OEP-37: Dev Data

OEP

OEP-37

Title

Devstack Dev Data

Last Modified

2019-11-25

Authors

Jeremy Bowman <jbowman@edx.org>

Arbiter

Bill DeRusha <bill@edx.org>, Feanil Patel <feanil@edx.org>

Status

Deferred

Type

Best Practice

Created

2019-06-07

Review Period

2019-06-19 to 2019-11-25

Abstract

Proposes best practices in creating and maintaining sample dev data for use in Open edX test cases and development environments.

Motivation

When testing or developing an Open edX service, it is usually necessary to have some dev data already loaded and configured: users, courses, grades, etc. This is true for unit tests, browser automation tests, load tests, development work in devstack, and more. There are many different ways of creating and loading such data, and in the absence of concrete guidance on best practices, many of them have been (inconsistently) used in Open edX. This makes it difficult to decide how to prepare such dev data, to learn how to load it when needed, and also to keep it working correctly as the code changes over time.

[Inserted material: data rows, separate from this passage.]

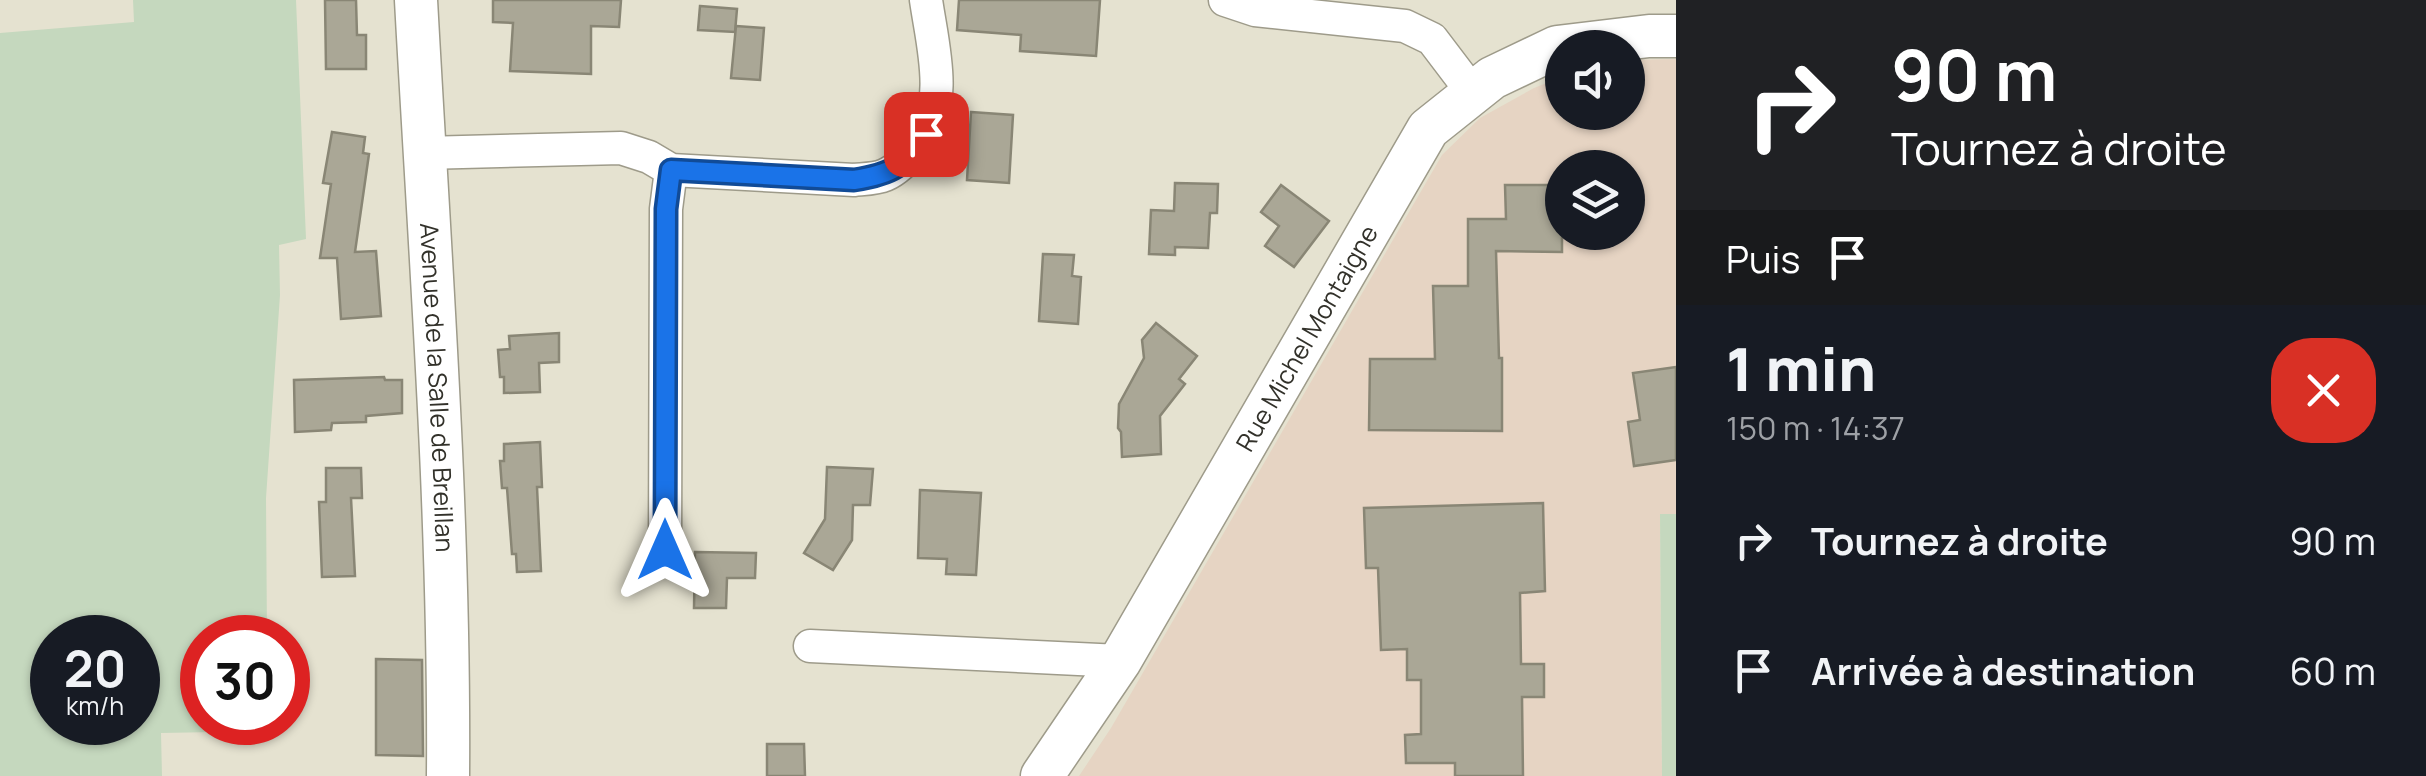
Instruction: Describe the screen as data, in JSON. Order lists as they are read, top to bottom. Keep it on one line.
{"streets":{"street":["Rue Michel Montaigne","Avenue de la Salle de Breillan"]},"page":{"turn":["90 m","Tournez à droite"],"then":"Puis","heading":["1 min","150 m · 14:37"],"list":[{"name":"Tournez à droite","value":"90 m"},{"name":"Arrivée à destination","value":"60 m"}],"speed":"20 km/h","limit":"30"}}
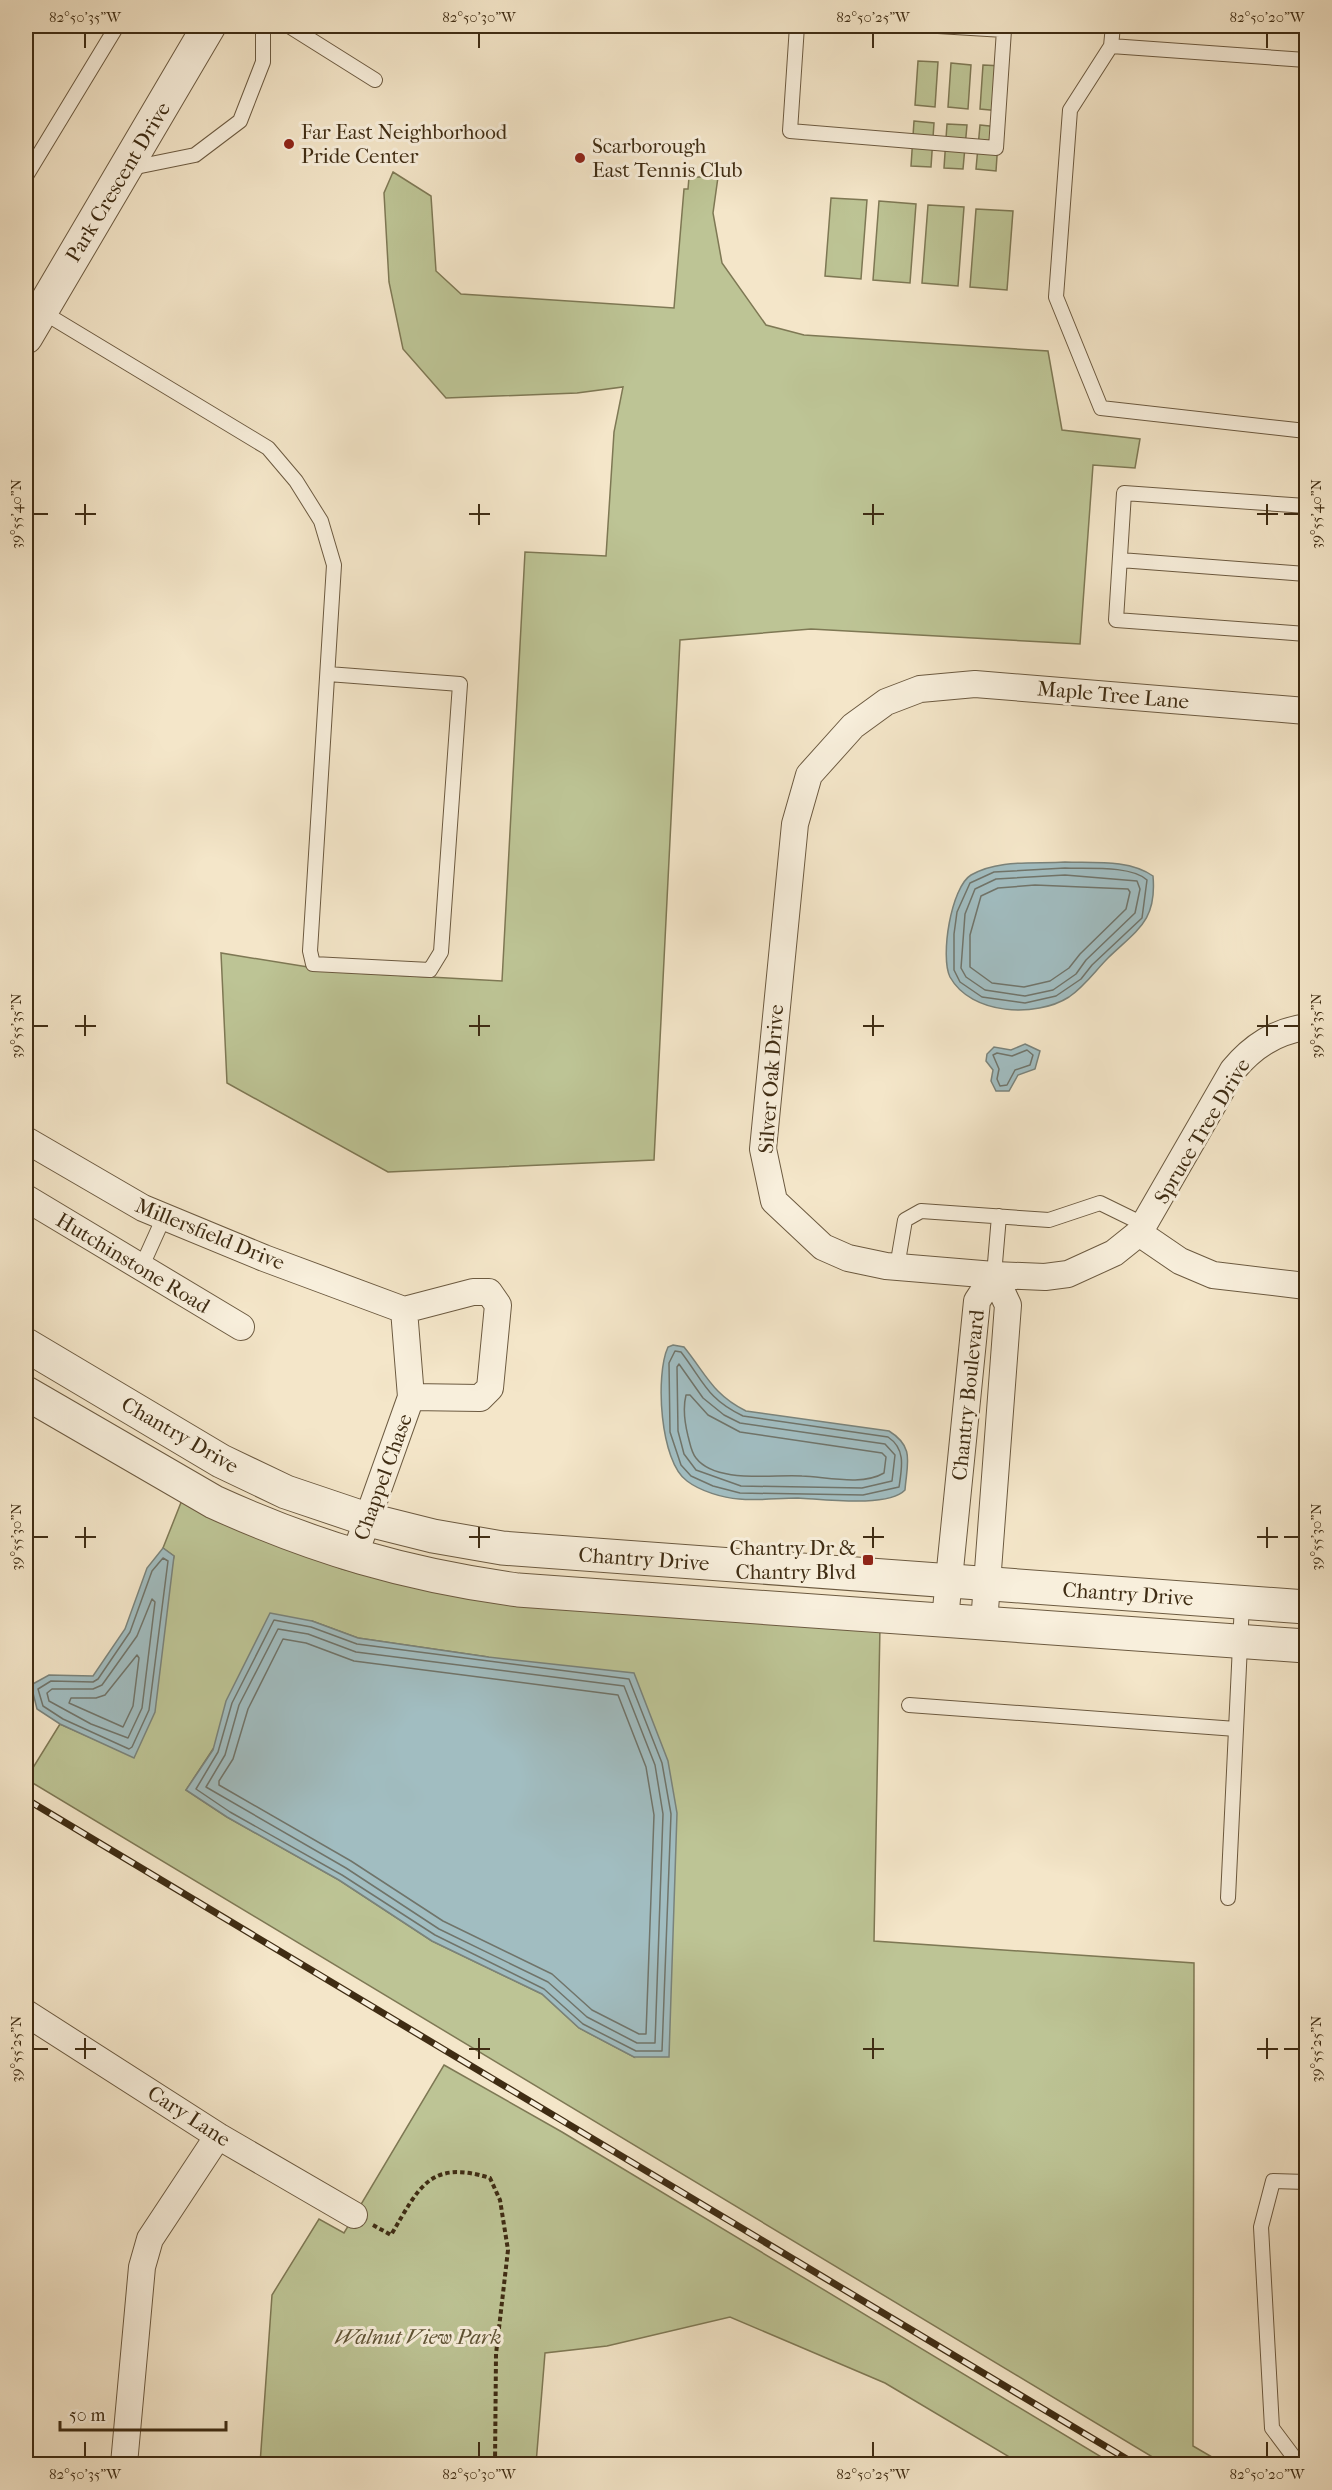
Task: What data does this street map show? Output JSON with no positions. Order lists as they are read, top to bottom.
{
  "streets": {
    "street": [
      "Park Crescent Drive",
      "Maple Tree Lane",
      "Silver Oak Drive",
      "Spruce Tree Drive",
      "Millersfield Drive",
      "Hutchinstone Road",
      "Chantry Boulevard",
      "Chantry Drive",
      "Chappel Chase",
      "Cary Lane"
    ]
  },
  "crossings": [
    ["Maple Tree Lane", "Silver Oak Drive"],
    ["Silver Oak Drive", "Spruce Tree Drive"],
    ["Silver Oak Drive", "Chantry Boulevard"],
    ["Millersfield Drive", "Chappel Chase"],
    ["Chantry Boulevard", "Chantry Drive"],
    ["Chantry Drive", "Chappel Chase"]
  ],
  "parks": ["Walnut View Park"],
  "places": {
    "other": ["Far East Neighborhood Pride Center", "Scarborough East Tennis Club"],
    "transit": ["Chantry Dr & Chantry Blvd"]
  },
  "scale_bar": "50 m",
  "coordinates": [
    "82°50'35\"W",
    "82°50'30\"W",
    "82°50'25\"W",
    "82°50'20\"W",
    "39°55'40\"N",
    "39°55'35\"N",
    "39°55'30\"N",
    "39°55'25\"N"
  ]
}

This OEP attempts to provide the guidance needed to manage this data logically and consistently in order to streamline development, refactoring, and automated testing.

Specification

There are a few different aspects of dev data management, each of which has different tools that can make it more painless:

Reusing Data

Once a development environment has been populated with a dev data set comprehensive enough to exercise certain functionality in Open edX, it can be useful to “save it” for later use. The first step is to make sure that any PII has been stripped from the data. Even development data may include a developer’s email address and other personal information. Tools such as dj_anonymizer can be useful in making a first pass at stripping such PII, but it should be followed by manual verification against the OEP-30 annotations.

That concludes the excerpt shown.